| Given data |

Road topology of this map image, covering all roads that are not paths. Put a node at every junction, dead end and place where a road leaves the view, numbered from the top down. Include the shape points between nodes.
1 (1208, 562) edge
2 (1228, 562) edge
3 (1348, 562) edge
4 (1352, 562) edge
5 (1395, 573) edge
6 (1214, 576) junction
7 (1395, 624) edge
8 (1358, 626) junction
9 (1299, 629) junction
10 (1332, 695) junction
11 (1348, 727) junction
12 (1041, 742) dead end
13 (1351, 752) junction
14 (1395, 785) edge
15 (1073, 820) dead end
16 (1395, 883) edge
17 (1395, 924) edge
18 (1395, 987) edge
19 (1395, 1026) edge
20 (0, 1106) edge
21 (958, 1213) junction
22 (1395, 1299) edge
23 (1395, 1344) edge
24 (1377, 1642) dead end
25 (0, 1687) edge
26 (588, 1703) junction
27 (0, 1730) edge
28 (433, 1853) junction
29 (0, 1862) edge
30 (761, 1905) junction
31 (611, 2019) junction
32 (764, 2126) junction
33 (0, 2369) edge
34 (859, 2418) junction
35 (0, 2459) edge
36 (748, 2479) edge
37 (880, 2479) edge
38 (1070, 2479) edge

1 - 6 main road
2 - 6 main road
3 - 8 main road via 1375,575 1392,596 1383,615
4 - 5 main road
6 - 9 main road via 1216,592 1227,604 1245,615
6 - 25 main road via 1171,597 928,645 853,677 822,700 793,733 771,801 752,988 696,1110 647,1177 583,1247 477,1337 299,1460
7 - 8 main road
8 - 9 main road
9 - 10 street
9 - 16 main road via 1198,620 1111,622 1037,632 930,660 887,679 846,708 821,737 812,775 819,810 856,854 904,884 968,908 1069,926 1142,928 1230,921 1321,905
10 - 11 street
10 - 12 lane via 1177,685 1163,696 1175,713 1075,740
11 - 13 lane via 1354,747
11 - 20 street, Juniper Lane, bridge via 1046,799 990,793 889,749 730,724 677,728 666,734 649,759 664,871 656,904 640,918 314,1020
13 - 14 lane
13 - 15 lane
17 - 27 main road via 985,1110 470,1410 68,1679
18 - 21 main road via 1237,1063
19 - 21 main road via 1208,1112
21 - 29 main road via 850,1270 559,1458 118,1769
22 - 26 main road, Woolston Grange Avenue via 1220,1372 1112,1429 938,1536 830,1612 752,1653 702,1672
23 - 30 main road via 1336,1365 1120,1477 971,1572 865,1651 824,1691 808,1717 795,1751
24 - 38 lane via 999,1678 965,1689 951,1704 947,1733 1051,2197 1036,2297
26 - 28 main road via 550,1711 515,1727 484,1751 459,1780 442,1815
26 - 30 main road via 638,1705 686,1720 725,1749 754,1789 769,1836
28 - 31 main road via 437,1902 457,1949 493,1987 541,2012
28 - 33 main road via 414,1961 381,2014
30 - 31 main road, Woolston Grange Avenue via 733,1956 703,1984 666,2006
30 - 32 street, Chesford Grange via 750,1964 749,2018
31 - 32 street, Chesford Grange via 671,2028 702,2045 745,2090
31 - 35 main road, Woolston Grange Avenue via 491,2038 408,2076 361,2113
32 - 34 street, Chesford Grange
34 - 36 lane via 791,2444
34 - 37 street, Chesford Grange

| What you are asked to do |
Find the string "Grange" in the material above. Then copy each line that has it.

| Answer to this exercise |
22 - 26 main road, Woolston Grange Avenue via 1220,1372 1112,1429 938,1536 830,1612 752,1653 702,1672
30 - 31 main road, Woolston Grange Avenue via 733,1956 703,1984 666,2006
30 - 32 street, Chesford Grange via 750,1964 749,2018
31 - 32 street, Chesford Grange via 671,2028 702,2045 745,2090
31 - 35 main road, Woolston Grange Avenue via 491,2038 408,2076 361,2113
32 - 34 street, Chesford Grange
34 - 37 street, Chesford Grange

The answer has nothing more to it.